We just polished off a pound of stone crab claws as an appetizer. Stone crabs are mainly a Florida thing, and they’re seasonal. You can probably find them some places beyond Florida, but here we can just buy them in most markets during season.
Grouper is another somewhat local fish, although you can find them throughout the Gulf of Mexico and in the Caribbean, maybe other places as well. They’ve been over fished here recently and have become expensive. This has inspired a lot of places to use substitutes but charge grouper prices.
I’ve been thinking about this as we’ve recently been watching episodes of The Wire, a series set in Baltimore, over the past several months. It drives me crazy when they eat pit beef, blue crabs, crab cakes and even lake trout sandwiches.
Tell me about good to eat stuff from your area that is not easy to find once you venture away.
Discounting the South as a whole, the only regional specialty I can think of off the top of my head is made in Lynchburg. That is readily available elsewhere, though.
In Chicago, Italian beef sandwiches, jibaritos (think of a cheesesteak served on fried plantains instead of bread), shrimp de jonghe, chicken vesuvio, deep-dish pizza, cracker crust pizza cut into squares, Vienna Beef or Chicago Red Hots hot dogs, Maxwell Street Polish sausage, and mother-in-law sandwiches (corn roll tamale and chili on a bun).
Here in the mid-South, we have chess pie. I’ve never seen it anywhere outside of a 200 mile radius of Nashville. The southeast as a whole has sweet potato pie. That’s how you tell the natives from the transplants at Kroger around the holidays…sweet potato or pumpkin.
And then there’s the stuff Aesiron is speaking of…the stuff from Tullahoma is better.
Sticking with Shibboleth and Florida there, and getting a bit more regional… Mullet is also an old time fish delicacy and export on Florida’s West Coast. Not quite as popular as in the past. I had a chance to try it on the Best Southern Cracker Buffet in the World, but sadly passed it up… I ate the catfish instead. Definitely have to give it a go if I get the chance again.
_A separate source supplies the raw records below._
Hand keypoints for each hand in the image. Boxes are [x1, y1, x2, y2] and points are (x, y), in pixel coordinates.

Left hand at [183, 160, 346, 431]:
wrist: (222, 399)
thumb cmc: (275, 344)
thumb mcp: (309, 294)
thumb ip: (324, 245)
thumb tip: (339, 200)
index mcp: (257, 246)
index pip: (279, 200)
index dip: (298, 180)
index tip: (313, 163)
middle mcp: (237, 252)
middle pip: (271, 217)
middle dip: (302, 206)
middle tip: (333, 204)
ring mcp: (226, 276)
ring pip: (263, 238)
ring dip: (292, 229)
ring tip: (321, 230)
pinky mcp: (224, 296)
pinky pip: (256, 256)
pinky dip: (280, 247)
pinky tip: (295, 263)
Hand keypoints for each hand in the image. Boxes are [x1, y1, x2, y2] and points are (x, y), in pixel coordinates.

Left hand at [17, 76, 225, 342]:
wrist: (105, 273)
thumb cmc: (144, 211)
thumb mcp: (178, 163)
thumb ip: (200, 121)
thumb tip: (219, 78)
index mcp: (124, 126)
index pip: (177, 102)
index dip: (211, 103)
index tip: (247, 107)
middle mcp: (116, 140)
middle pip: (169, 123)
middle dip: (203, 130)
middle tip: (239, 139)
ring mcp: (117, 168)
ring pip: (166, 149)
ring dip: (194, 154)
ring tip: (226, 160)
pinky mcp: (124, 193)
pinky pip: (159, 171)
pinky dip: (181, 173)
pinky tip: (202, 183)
It was basically fried whole, much like catfish with the same cornmeal breading.
In the Great Black Swamp we have Beer Battered Lake Erie Perch and Walleye (Pickerel), usually served pretty traditionally with lemon and/or Tartar Sauce.
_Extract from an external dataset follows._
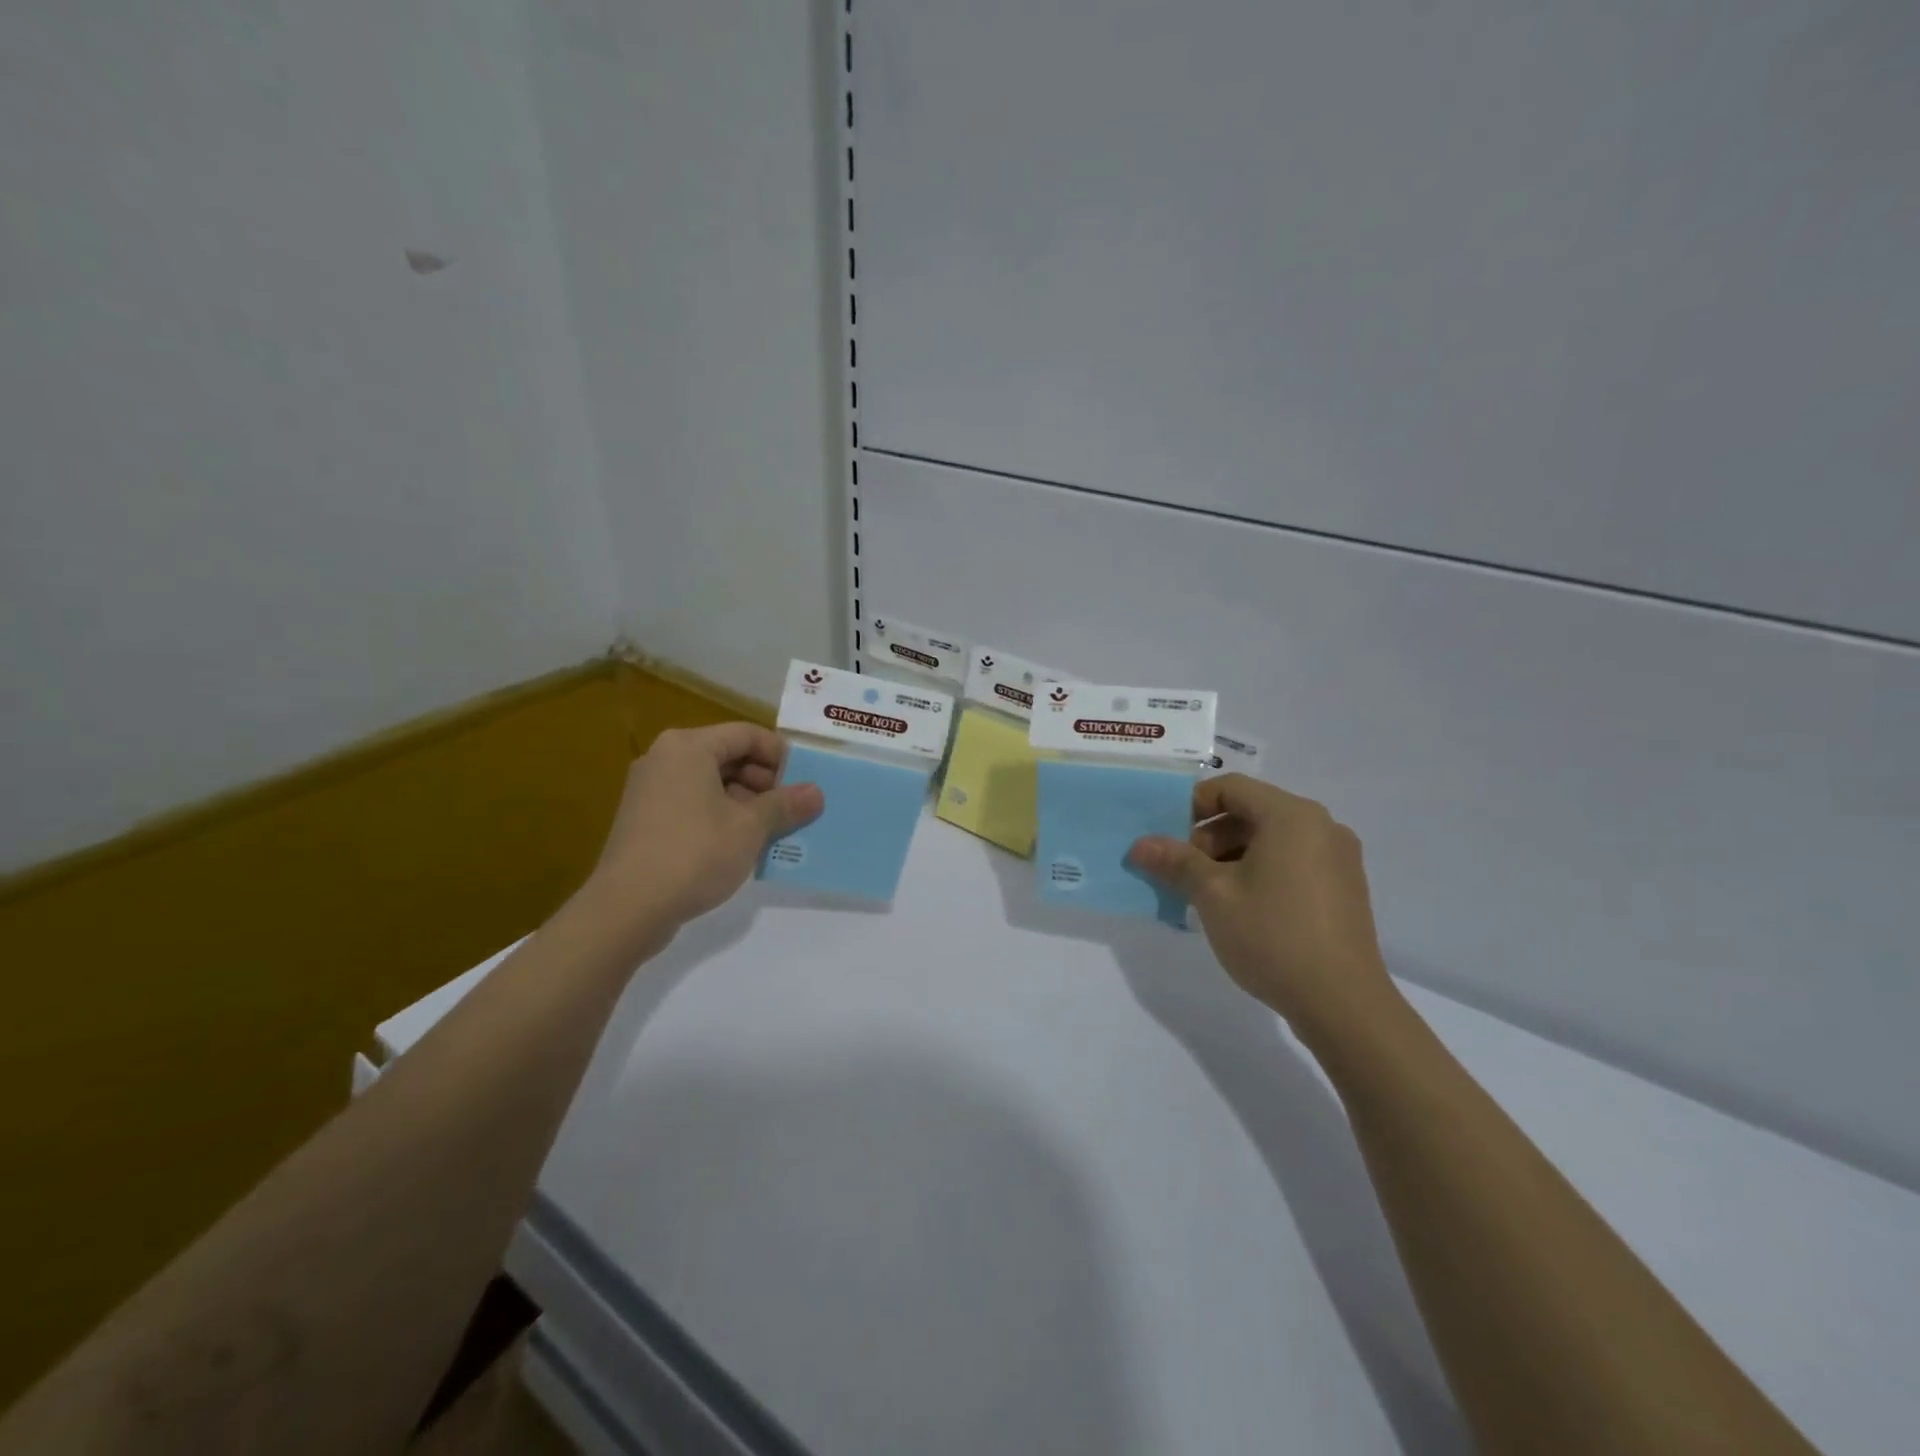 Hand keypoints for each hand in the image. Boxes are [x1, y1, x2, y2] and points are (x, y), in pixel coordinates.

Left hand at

We used to get smoked mullet more when I was a kid. It’s still what you’ll get in fish spread if you’re down here on vacation. A friend insists that PJ’s fish spread is the best. I think Frenchy’s also does a decent job with it.
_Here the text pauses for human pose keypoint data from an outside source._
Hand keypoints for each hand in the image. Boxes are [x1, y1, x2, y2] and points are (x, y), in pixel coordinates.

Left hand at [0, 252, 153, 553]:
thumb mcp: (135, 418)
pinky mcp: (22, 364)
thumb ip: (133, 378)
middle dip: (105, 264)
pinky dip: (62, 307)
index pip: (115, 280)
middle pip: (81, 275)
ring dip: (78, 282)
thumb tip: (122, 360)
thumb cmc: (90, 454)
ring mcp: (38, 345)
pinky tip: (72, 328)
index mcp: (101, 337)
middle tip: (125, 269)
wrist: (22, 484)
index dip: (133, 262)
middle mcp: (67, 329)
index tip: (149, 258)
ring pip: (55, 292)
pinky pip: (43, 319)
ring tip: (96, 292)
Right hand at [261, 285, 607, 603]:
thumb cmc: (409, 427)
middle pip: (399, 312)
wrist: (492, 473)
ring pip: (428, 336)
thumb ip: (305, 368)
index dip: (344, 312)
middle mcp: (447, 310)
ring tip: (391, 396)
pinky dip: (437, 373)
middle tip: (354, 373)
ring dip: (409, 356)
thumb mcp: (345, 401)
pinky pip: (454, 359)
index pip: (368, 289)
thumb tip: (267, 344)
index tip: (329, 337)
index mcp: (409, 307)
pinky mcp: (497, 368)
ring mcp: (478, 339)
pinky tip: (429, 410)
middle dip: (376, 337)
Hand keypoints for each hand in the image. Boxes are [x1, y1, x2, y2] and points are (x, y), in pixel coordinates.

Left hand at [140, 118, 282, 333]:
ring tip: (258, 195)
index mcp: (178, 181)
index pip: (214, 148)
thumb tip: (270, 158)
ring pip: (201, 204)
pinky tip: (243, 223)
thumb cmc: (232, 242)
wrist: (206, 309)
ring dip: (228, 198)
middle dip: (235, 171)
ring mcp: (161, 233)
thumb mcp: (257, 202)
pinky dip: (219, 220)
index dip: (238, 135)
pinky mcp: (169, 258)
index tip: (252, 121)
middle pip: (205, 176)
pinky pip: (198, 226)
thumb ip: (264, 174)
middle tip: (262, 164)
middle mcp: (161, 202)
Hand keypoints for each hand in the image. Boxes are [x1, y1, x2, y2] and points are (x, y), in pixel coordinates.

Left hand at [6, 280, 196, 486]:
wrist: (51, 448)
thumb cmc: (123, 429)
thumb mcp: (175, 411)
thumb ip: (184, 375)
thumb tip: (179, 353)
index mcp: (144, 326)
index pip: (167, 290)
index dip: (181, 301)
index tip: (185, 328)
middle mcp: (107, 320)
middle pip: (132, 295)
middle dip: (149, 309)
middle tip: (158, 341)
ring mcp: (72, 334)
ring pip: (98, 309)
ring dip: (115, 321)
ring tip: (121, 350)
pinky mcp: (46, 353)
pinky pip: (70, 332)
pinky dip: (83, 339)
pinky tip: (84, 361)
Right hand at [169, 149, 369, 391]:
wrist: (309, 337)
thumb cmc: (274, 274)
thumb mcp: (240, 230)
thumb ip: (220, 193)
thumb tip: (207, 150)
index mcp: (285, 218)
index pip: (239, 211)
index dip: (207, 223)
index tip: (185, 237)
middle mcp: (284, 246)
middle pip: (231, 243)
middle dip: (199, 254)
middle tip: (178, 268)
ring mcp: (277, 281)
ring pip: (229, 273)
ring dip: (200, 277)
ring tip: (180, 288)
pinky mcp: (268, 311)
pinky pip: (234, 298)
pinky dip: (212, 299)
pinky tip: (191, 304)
Not a big fan of mullet on the one time I had it (at Ron Clarks Sanitary Fish Market or something–famous place on the NC coast). I’m a big fish fan, but the mullet’s fishiness was overpowering, like chewing the rotten board of a pier.
I’ve had chess pie in Chapel Hill and in Asheville, but you’re right that it’s rare.
The local specialty that I’ve gotten into lately is pimiento cheese. I thought it was revolting while I grew up, but learned recently that you can make it delicious by:
Not buying it from the tub at the grocery store;
Using sharp cheese;
Cutting down on the mayo; and
Adding flavorful stuff like cayenne and garlic etc.
I saw these for the first time up in Appleton, WI a couple weeks ago. If they’re the same, they’re breaded deep-fried balls of sauerkraut, about the size and appearance of hushpuppies.